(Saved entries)
'''

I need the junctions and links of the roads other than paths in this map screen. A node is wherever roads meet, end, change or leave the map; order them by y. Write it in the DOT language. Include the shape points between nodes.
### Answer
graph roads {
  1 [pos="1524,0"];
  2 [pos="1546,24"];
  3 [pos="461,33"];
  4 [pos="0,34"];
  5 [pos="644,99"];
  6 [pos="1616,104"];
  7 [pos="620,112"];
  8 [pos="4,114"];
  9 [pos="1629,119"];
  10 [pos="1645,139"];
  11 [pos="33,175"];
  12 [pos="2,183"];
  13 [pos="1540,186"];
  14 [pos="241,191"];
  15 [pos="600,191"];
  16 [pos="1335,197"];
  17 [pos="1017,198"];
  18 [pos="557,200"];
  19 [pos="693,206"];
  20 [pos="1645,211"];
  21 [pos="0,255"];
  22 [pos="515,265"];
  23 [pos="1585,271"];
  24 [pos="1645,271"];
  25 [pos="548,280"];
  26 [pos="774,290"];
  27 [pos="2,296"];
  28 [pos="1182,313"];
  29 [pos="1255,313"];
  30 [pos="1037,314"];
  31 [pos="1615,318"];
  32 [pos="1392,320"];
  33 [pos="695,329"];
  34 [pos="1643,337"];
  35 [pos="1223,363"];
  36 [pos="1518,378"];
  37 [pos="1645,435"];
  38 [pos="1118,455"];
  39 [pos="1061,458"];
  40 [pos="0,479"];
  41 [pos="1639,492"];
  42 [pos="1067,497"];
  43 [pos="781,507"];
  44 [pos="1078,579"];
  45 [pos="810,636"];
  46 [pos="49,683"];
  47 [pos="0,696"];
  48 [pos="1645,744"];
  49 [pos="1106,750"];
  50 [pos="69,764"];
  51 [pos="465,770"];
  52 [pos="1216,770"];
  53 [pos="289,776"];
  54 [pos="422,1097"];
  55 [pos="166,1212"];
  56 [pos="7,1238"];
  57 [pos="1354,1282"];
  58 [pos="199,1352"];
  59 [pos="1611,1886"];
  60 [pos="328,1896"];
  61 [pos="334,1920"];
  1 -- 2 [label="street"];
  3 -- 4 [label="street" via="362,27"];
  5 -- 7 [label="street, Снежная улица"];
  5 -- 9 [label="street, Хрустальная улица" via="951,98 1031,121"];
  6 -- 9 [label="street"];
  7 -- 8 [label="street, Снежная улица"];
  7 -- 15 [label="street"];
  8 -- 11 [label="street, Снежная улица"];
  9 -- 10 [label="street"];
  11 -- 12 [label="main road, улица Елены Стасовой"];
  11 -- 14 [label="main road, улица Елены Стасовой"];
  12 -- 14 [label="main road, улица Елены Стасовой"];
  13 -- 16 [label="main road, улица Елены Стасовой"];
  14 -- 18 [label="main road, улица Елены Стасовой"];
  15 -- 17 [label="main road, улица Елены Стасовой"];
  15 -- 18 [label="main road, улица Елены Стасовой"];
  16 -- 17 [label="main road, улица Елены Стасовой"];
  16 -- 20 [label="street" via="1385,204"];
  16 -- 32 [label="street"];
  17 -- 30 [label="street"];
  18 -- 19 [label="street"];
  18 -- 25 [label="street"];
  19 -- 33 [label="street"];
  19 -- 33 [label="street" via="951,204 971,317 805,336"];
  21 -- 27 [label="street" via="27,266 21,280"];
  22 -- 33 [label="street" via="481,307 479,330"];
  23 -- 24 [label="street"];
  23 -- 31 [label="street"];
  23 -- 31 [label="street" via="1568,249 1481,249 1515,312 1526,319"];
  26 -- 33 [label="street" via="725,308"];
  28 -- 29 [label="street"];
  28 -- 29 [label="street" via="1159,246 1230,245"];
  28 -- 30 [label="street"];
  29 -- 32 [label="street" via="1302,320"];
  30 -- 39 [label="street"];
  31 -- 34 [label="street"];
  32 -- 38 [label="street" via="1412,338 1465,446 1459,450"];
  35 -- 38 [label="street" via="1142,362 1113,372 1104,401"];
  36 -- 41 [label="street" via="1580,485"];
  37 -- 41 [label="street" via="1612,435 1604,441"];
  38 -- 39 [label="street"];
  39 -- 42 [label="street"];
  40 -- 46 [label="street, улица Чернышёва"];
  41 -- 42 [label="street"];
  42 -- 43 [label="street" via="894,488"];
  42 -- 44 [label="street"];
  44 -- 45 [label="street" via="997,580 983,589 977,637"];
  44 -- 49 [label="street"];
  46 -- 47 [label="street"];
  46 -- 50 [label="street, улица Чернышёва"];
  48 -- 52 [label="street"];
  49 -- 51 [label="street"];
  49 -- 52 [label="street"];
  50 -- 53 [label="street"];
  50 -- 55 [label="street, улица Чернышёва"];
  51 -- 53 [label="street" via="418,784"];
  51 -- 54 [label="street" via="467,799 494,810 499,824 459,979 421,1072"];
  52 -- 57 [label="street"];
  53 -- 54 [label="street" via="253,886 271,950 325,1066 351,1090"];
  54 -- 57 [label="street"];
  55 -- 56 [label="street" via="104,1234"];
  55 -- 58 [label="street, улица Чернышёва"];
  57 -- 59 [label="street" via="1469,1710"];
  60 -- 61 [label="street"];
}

'''
'''

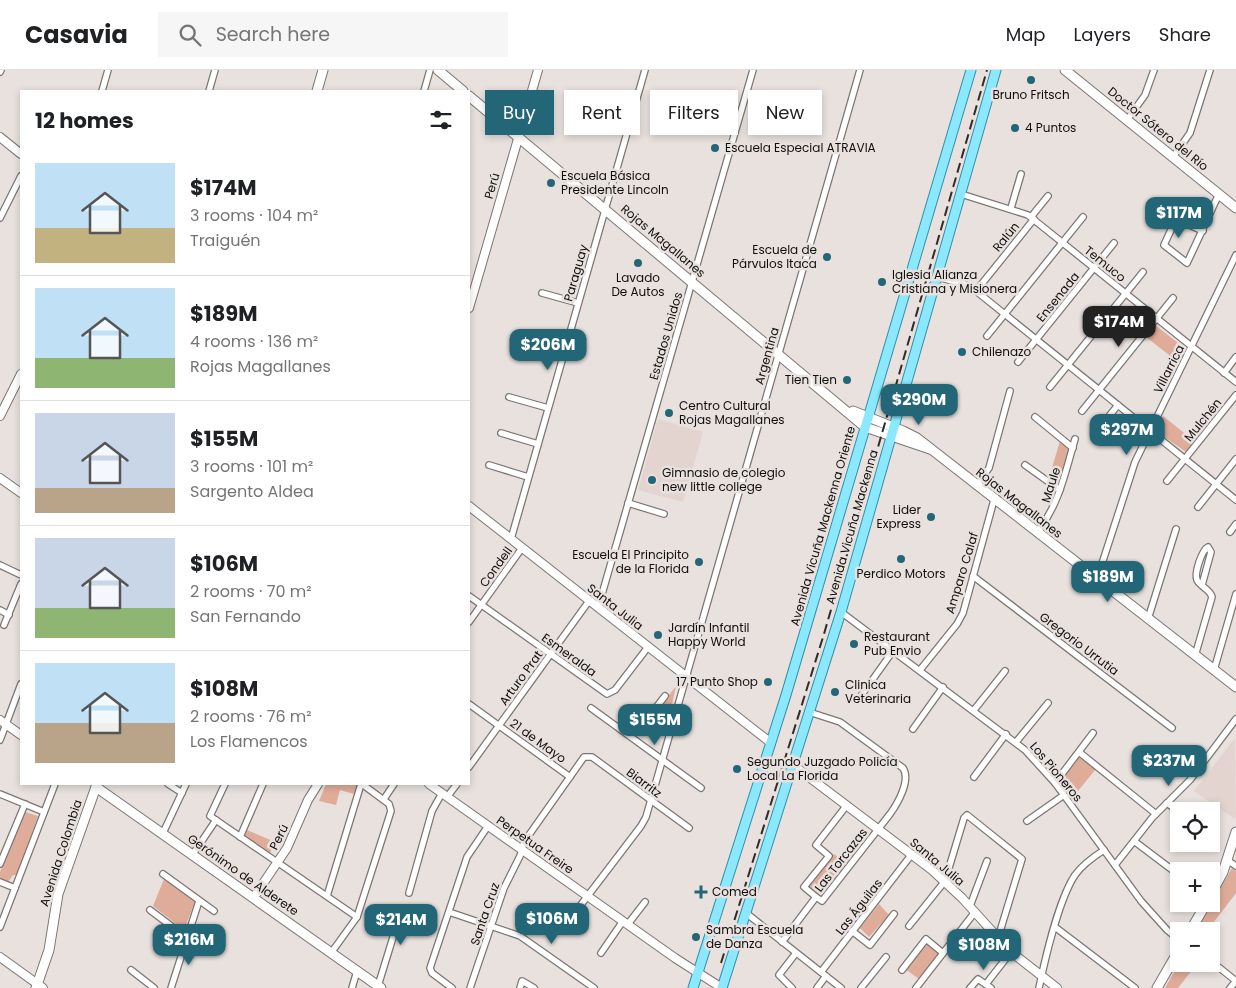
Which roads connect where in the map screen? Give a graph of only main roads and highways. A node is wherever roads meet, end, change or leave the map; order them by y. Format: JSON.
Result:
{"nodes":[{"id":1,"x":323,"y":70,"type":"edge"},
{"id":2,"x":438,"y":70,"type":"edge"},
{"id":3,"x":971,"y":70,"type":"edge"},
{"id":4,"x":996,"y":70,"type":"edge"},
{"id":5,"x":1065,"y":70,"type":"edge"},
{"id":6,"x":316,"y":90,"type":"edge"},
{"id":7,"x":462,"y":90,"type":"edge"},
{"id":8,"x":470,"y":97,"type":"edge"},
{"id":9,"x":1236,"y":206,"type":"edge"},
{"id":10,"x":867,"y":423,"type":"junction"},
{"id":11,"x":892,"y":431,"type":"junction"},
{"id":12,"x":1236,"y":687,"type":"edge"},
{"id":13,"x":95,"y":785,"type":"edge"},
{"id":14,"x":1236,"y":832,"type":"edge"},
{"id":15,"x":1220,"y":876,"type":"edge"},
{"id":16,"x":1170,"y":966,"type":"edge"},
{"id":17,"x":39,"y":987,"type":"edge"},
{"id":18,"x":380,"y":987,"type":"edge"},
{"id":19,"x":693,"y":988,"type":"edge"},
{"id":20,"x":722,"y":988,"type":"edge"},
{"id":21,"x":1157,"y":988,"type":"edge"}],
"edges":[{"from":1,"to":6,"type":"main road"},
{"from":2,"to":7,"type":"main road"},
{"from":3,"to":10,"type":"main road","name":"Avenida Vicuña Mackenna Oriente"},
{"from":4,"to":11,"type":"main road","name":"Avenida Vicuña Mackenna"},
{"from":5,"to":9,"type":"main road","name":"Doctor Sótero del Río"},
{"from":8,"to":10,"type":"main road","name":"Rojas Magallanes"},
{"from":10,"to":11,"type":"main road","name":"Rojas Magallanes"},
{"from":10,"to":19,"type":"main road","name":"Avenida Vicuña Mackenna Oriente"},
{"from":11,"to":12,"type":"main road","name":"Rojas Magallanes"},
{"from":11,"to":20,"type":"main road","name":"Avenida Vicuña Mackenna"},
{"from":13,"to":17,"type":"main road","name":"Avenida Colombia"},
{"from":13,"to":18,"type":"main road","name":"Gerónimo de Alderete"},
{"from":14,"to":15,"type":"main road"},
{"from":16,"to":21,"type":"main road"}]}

'''
'''

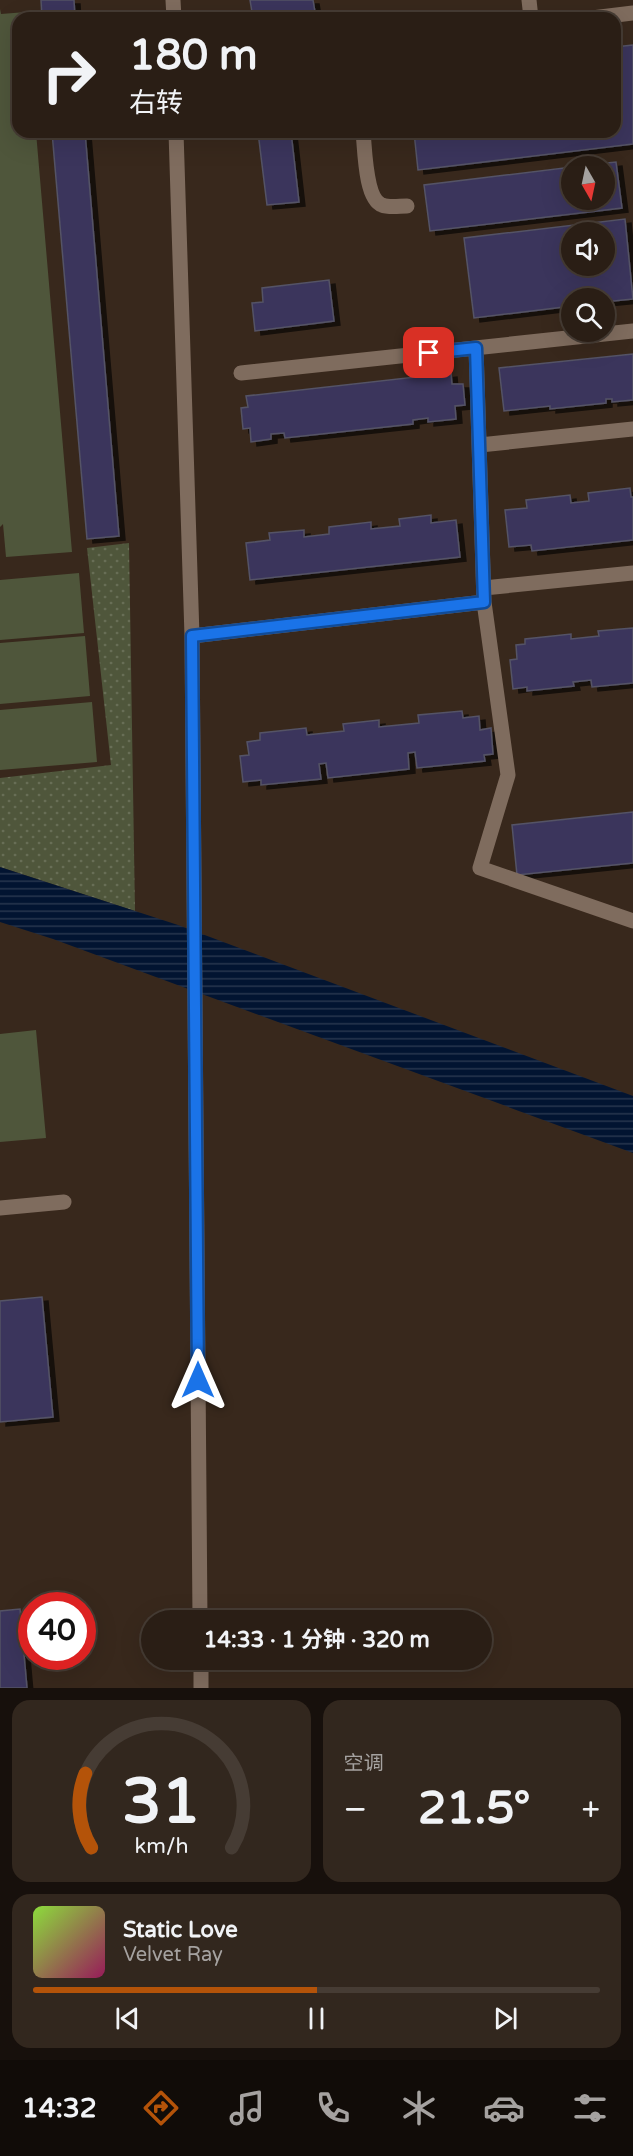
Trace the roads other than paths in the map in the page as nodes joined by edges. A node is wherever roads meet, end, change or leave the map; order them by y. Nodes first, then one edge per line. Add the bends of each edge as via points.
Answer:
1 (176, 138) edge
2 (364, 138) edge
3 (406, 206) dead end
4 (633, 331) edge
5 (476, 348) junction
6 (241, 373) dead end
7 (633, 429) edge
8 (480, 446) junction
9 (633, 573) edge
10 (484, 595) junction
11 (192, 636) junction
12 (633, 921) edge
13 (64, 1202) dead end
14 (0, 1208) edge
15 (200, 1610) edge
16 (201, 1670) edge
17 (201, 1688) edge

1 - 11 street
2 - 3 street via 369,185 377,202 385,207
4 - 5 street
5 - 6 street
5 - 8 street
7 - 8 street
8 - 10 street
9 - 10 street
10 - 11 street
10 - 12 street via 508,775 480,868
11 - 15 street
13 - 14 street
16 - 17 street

'''

- Exercise objective -
Of all the lines in the records, how many have the word "paths"? Write only the number.

- Task result -
2